Miguel Volpe, un jugador de antaño, suele tomar una libreta, anota los nombres de los que van llegando y los mezcla: los hombres siempre son los mismos, como sus roces, por eso nunca forman los equipos iguales. Desde las dos de la tarde bailan un triangular. Los pasos se repiten: veinte minutos por equipo, perdedor queda en cancha para luego dar paso a la final, mientras toman cervezas o gatorades frías y después, si hay ánimo, viene la charla con picada o asado de por medio, sólo en ocasiones especiales. El ritual amistoso de un grupo selecto. Se entra por recomendación.
— Yo llegué acá por un conocido, hace más de veinte años ya. Cobramos diez pesos y eso lo guardamos porque después compramos la pelota y las pecheras, pagamos la luz y cortamos el pasto. Hasta hicimos los vestuarios con las duchas —enumera Miguel lo que también forma parte del ritual amistoso de un grupo selecto autogestionado.
Hoy es sábado y son menos. Son veinticuatro. Igual eso no impide empezar con la ceremonia triangular que logra triplicar a los pobladores de Berretta. Nadie del pueblo va a mirarlos, salvo los hijos de algunos jugadores y Karina, que les alcanza las bebidas.

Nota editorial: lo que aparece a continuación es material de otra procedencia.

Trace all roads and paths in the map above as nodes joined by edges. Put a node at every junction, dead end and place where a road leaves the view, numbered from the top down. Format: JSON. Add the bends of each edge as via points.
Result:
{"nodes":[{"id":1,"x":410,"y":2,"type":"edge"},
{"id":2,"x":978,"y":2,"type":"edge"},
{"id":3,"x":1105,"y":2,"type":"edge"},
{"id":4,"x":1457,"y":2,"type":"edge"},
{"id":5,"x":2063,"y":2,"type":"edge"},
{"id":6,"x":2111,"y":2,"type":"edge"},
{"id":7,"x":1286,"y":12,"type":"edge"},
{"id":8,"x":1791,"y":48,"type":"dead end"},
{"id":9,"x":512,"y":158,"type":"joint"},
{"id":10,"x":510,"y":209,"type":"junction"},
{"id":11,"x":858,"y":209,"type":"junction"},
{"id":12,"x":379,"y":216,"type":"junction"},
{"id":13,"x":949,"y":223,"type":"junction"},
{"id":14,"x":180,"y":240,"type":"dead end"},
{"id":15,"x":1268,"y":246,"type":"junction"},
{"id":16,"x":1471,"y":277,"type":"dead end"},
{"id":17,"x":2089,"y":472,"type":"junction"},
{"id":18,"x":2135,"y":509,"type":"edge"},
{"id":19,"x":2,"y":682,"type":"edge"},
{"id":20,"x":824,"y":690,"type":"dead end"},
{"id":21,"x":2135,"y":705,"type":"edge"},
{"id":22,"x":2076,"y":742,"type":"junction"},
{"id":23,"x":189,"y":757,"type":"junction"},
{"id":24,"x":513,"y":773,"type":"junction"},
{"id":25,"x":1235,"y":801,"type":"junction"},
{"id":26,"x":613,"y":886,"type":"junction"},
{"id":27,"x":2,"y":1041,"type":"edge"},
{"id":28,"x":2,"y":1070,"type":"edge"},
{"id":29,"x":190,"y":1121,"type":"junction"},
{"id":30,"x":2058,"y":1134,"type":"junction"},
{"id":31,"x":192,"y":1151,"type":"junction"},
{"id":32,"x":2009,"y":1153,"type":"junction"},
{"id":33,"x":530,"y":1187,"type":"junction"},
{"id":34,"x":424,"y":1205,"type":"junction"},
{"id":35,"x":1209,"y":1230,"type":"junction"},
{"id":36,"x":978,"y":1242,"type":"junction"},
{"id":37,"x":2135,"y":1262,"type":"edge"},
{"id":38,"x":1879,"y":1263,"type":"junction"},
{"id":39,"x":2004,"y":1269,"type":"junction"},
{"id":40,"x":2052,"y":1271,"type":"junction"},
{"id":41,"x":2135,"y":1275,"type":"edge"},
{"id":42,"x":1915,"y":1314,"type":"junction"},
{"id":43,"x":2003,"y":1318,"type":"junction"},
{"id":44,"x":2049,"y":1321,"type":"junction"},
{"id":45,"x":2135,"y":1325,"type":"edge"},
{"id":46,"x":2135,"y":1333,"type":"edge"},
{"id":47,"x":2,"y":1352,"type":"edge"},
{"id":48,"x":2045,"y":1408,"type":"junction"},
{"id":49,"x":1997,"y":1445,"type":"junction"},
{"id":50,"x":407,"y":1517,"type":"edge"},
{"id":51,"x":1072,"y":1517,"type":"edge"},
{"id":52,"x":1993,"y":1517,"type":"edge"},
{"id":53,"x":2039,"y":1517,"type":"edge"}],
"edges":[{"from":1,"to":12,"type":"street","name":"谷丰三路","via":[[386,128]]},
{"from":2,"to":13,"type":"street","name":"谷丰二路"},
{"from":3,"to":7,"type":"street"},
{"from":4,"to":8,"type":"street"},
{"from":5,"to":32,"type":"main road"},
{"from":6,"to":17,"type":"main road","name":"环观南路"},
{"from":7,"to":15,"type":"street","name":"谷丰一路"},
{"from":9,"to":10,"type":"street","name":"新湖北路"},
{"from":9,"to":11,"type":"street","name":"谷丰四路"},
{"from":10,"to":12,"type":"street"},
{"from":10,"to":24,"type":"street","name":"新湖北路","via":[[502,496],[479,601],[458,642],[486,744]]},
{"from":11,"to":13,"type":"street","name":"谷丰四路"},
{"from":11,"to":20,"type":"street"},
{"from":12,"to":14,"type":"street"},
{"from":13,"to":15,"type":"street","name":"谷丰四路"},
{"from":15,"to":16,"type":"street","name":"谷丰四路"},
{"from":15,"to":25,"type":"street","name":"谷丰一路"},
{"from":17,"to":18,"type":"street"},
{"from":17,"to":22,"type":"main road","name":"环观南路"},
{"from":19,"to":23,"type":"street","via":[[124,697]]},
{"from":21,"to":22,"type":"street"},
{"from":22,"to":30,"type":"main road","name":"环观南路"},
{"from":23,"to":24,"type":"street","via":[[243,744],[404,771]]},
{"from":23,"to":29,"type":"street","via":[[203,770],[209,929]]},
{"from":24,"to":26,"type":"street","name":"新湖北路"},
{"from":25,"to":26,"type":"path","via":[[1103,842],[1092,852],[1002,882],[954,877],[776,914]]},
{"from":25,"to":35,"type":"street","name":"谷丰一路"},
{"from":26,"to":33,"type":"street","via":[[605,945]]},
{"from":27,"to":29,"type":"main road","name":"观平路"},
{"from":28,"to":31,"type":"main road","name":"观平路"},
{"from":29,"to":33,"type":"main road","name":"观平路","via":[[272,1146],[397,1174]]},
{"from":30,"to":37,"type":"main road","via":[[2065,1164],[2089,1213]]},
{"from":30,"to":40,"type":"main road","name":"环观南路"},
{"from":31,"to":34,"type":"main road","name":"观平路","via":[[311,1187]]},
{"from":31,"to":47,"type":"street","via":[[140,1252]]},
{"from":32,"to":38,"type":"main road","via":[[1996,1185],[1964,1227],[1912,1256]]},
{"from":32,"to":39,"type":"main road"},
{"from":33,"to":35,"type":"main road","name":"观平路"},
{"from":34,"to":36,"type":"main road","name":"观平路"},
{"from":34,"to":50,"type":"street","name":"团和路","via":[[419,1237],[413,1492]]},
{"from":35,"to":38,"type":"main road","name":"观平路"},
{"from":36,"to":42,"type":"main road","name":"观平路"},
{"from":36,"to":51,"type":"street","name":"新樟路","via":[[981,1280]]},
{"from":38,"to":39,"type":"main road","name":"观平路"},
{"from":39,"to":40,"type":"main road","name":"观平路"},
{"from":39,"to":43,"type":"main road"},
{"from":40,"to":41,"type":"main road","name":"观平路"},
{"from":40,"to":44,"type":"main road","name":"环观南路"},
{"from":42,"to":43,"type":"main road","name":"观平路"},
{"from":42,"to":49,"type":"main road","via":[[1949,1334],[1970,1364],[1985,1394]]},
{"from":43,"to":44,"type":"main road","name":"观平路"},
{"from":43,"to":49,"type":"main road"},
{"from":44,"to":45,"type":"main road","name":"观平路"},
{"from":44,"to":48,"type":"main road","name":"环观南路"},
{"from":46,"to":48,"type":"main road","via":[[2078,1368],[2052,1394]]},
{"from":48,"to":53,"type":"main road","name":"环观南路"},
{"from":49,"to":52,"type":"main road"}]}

El último equipo debe pedir el arquero prestado a los rojos por falta de jugadores. “Entonces me dejo meter goles”, les contesta –un poco en chiste, un poco en serio– el arquero.
Ya tienen puestas sus camisetas, arranca el partido. Los hombres corren detrás de la pelota, juegan duro, juegan fuerte, se putean, se golpean y se palmean. Uno tira un córner, pega en el travesaño y es gol. Los de pechera roja les ganaron a los grises, se los ve triunfantes, salen de la cancha y les dan paso a los otros, los celestes. Uno de los rojos está lesionado, le volvió a agarrar “el calambre”, dice, y se agarra la pierna. Igual eso no le impide terminar jugando la final contra los grises: 2-1 ganaron los rojos. Hoy no hay asado, ni picada. Cada uno se sube a su camioneta, auto, moto o bicicleta. El ritual está llegando a su fin, pero no importa. Por unas horas, en Berretta deja de haber silencio en las calles, la pista de baile vuelve a estar en carnaval y el tren sigue su rumbo con los pasajeros en alza.